To date, China, which has a seat on the U.N. Security Council, has shown little interest in the Yemen conflict, Syria or the Israeli-Palestinian situation, according to administration officials. Yet, Xi this week called for China to play a bigger role in managing global affairs after Beijing scored a diplomatic coup with the Iran-Saudi agreement.
“It has injected a positive element into the peace, stability, solidarity and cooperation landscape of the region,” China’s Deputy U.N. Ambassador Geng Shuang told the U.N. Security Council on Wednesday. “We hope it can also create conducive conditions for improving the situation in Yemen.”
The administration officials said Beijing has shown modest interest in reviving the seven-party Iran nuclear agreement — of which it is a signatory — that President Donald Trump withdrew the U.S. from in 2018. The Biden administration put efforts to revive the nuclear agreement on hold last fall after protests broke out in Iran following the death in police custody of 22-year-old Mahsa Amini, who was detained for allegedly flouting Iran’s strict dress code for women.

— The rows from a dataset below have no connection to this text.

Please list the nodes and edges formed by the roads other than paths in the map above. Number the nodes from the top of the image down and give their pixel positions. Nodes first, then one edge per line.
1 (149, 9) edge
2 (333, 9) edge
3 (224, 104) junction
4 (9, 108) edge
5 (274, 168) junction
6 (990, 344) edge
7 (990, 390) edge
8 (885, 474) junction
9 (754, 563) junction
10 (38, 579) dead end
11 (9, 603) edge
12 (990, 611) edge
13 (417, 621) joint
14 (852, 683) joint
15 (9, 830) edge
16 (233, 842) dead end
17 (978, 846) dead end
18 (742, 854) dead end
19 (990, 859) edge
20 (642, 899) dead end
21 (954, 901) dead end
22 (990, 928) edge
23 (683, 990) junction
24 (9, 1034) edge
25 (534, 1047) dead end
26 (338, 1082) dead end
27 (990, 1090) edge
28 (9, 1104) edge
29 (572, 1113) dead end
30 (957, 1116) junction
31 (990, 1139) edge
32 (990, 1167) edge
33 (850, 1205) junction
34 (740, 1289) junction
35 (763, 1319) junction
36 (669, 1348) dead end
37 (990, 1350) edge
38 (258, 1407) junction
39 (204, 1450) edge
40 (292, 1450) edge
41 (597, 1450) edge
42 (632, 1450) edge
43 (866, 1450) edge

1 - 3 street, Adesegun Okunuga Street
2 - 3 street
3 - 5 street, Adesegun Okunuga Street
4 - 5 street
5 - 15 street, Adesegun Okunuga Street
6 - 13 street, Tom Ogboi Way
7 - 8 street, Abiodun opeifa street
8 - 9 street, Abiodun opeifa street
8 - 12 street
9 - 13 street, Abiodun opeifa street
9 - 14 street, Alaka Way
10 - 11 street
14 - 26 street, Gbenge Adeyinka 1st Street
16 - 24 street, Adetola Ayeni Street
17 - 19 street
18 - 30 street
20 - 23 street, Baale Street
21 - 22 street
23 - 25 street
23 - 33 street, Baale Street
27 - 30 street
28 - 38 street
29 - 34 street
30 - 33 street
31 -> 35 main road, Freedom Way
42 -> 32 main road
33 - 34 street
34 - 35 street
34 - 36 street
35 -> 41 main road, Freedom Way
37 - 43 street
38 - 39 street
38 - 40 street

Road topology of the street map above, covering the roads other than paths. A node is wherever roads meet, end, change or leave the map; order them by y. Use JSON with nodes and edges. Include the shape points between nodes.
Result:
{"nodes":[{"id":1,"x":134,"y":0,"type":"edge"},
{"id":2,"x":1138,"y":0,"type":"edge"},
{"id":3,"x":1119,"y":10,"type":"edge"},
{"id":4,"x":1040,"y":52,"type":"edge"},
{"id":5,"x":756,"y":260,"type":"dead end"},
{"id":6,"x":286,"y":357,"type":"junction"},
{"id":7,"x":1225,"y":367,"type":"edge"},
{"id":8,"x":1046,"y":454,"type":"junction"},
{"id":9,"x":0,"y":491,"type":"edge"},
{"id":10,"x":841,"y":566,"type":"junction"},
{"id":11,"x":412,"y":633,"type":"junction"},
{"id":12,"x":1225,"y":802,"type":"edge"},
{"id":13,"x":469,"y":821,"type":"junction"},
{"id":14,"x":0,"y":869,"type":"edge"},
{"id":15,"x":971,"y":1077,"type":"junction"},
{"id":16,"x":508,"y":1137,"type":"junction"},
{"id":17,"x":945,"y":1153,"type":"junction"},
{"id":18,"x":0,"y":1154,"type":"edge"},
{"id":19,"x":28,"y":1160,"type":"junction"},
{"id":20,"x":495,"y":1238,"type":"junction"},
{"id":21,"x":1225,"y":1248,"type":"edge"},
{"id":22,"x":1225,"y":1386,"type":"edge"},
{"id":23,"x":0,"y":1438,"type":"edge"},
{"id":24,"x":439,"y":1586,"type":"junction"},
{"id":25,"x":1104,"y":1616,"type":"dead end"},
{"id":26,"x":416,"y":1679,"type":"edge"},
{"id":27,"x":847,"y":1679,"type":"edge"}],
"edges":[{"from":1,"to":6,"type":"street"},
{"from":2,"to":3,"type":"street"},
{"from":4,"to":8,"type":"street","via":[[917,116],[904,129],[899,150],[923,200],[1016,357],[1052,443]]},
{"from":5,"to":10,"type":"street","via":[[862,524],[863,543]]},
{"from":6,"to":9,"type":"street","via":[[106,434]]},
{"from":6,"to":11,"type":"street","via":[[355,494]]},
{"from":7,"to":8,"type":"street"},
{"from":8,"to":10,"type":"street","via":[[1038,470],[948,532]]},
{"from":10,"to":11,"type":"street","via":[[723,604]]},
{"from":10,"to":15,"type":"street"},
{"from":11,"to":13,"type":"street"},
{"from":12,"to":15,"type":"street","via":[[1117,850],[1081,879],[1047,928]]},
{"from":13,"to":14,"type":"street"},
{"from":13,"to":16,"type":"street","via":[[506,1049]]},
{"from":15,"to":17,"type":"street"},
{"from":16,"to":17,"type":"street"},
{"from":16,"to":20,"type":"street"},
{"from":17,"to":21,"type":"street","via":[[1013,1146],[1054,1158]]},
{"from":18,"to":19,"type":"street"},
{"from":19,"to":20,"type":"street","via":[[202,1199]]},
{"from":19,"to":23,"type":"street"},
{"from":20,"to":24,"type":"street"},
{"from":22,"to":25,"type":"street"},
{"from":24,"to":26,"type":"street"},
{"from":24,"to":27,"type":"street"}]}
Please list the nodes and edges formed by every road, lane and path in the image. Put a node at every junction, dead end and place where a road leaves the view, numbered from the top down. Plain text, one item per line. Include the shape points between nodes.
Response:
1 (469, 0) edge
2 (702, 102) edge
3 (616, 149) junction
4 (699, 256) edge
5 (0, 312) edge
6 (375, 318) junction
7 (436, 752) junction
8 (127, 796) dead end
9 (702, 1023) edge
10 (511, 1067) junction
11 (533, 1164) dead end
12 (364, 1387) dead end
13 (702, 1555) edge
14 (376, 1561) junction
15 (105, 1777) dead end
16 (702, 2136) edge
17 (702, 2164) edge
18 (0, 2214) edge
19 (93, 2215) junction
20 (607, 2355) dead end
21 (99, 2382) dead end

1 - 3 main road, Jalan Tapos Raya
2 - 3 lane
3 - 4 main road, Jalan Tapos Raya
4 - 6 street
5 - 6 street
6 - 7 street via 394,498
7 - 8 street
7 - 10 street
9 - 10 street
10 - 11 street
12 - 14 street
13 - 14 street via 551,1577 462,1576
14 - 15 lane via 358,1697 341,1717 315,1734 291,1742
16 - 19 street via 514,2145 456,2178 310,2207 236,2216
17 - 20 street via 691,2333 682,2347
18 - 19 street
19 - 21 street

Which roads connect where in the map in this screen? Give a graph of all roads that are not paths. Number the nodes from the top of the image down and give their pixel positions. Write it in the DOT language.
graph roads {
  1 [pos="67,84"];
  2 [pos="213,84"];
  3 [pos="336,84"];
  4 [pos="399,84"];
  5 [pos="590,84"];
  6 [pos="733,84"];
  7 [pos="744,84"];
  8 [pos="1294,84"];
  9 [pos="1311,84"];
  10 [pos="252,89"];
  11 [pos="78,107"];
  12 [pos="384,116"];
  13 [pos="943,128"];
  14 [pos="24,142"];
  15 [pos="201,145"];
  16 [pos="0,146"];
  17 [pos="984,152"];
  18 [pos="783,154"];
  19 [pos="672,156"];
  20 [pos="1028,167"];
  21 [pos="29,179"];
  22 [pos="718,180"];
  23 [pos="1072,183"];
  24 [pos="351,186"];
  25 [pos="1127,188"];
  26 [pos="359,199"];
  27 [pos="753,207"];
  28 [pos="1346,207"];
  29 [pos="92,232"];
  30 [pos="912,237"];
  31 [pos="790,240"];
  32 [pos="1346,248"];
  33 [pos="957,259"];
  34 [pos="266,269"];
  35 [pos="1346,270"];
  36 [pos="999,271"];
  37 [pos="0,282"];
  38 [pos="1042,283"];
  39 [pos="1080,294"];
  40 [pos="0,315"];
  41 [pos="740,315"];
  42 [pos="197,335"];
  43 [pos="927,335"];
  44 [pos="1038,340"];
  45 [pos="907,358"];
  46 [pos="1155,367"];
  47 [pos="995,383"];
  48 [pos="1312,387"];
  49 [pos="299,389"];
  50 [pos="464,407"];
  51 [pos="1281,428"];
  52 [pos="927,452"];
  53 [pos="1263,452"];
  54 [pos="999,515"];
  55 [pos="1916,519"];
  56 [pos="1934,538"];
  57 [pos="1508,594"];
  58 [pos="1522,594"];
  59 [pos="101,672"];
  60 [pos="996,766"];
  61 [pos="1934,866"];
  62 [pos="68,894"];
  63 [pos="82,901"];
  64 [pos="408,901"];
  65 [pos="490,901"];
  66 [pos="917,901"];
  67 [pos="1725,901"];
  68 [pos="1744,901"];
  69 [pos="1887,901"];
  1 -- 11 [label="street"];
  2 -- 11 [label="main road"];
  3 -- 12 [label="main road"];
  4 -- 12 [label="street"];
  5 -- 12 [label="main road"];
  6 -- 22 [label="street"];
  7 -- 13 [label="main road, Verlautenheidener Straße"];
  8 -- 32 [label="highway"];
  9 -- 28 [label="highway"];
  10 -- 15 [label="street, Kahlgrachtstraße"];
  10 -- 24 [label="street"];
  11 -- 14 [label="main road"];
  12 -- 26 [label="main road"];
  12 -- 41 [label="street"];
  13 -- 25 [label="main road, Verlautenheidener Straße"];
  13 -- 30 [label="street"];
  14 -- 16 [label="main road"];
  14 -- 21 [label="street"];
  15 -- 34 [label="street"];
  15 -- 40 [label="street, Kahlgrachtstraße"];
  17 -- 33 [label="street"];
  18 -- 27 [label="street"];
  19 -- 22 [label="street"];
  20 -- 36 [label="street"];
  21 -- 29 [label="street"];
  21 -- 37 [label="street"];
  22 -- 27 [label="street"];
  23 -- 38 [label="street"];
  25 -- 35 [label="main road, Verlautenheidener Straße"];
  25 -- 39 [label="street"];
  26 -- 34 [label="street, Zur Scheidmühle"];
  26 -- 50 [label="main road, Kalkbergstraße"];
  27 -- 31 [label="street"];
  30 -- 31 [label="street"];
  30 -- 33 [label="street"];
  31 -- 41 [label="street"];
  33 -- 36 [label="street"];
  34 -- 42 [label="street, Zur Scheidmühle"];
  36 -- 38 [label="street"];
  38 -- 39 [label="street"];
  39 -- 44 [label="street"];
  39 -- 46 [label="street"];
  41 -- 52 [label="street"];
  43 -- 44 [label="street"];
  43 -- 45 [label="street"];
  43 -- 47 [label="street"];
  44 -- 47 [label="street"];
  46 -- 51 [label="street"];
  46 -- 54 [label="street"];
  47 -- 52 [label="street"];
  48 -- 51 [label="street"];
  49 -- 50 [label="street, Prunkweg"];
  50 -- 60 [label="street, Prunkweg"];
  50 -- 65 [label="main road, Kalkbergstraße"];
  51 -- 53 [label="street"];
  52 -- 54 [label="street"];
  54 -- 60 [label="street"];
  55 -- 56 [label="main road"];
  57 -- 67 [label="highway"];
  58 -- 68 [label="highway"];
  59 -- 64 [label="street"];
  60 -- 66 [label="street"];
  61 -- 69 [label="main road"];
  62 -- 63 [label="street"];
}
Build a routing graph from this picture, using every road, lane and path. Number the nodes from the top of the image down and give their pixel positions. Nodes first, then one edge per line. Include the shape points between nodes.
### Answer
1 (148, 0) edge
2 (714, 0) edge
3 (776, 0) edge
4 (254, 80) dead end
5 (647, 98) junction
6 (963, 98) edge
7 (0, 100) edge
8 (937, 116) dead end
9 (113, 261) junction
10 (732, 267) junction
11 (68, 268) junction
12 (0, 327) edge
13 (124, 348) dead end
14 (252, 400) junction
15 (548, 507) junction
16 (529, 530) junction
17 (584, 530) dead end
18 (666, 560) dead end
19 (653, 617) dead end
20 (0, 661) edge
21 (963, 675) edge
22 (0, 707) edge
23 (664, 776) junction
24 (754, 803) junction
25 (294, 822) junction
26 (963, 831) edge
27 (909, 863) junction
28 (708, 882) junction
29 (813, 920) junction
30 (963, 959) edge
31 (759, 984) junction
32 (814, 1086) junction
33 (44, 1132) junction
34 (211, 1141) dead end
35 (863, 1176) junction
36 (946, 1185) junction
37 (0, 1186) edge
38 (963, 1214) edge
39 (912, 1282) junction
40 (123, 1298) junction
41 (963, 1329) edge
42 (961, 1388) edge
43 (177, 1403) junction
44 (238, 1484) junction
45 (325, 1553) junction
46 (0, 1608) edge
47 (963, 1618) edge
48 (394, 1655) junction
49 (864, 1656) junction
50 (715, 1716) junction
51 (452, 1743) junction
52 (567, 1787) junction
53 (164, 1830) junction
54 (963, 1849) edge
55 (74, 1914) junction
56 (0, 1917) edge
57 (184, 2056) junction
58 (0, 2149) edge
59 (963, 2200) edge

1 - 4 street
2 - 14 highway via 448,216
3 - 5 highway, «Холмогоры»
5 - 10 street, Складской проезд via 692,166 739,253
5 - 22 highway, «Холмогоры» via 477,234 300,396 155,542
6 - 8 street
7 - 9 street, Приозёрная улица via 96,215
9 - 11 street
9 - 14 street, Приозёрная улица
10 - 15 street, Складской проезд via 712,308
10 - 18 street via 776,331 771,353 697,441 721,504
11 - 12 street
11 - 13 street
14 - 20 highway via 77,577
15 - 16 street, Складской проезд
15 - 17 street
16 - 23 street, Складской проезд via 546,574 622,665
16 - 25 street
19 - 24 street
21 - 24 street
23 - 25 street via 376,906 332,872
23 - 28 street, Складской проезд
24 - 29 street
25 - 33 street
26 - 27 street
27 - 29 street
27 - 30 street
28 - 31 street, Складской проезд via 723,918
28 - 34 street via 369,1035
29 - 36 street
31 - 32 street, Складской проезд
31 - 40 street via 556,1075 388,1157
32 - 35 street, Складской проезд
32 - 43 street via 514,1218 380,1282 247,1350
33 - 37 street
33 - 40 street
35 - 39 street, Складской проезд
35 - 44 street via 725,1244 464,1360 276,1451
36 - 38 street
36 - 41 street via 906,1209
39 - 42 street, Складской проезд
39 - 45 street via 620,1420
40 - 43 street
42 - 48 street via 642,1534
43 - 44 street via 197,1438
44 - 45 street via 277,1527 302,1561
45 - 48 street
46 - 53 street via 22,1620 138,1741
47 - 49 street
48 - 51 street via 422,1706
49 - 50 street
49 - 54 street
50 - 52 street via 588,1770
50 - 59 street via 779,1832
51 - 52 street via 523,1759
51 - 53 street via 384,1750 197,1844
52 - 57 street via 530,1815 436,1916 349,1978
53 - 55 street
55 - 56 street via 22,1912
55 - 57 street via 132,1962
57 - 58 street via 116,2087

To be certain, China — a major customer of both Iranian and Saudi oil — has been steadily increasing its regional political influence. Xi traveled to Riyadh in December and received Iranian President Ebrahim Raisi in Beijing last month.
But Miles Yu, director of the China Center at the Hudson Institute, said Xi’s call to be a more active player on the international stage would require Beijing to dramatically change its approach.
“China’s diplomatic initiatives have been based on one thing: money,” said Yu, who served as a China policy adviser to Secretary of State Mike Pompeo during the Trump administration. “They’ve made friends in Africa and Asia, but mostly it was monetary. These kind of transactional dealings do not forge permanent friendship.”
Not every move China takes to engage more deeply with the Middle East necessarily harms the United States, noted Sen. Chris Murphy, a Connecticut Democrat and a frequent critic of Saudi Arabia.
“But it’s probably true that China should pick up some of the cost of securing the oil that … frankly, is probably more important to them than to the United States in the long run,” Murphy said. “I think China has benefited by being a free rider on U.S. security investments in the region for a long time.”
The White House is not particularly concerned at the moment about the Saudis reorienting themselves toward China for several reasons, including that the Saudis’ entire defense system is based on American weapons and components, administration officials said. The officials added that it would take the Saudis at least a decade to transition from U.S. weapons systems to Russian or Chinese oriented systems.
Saudi Arabia’s reliance on U.S.-made weapons systems and the American military and commercial presence in the kingdom — some 70,000 Americans live there — have played a big part in the relationship weathering difficult moments over the years, said Les Janka, a former president of Raytheon Arabian Systems Co. who spent years living in the kingdom.
It would take “an unbelievable amount of activity to dismantle, given the reliance on American weapons, American technology, American training, everything that goes into it,” Janka said.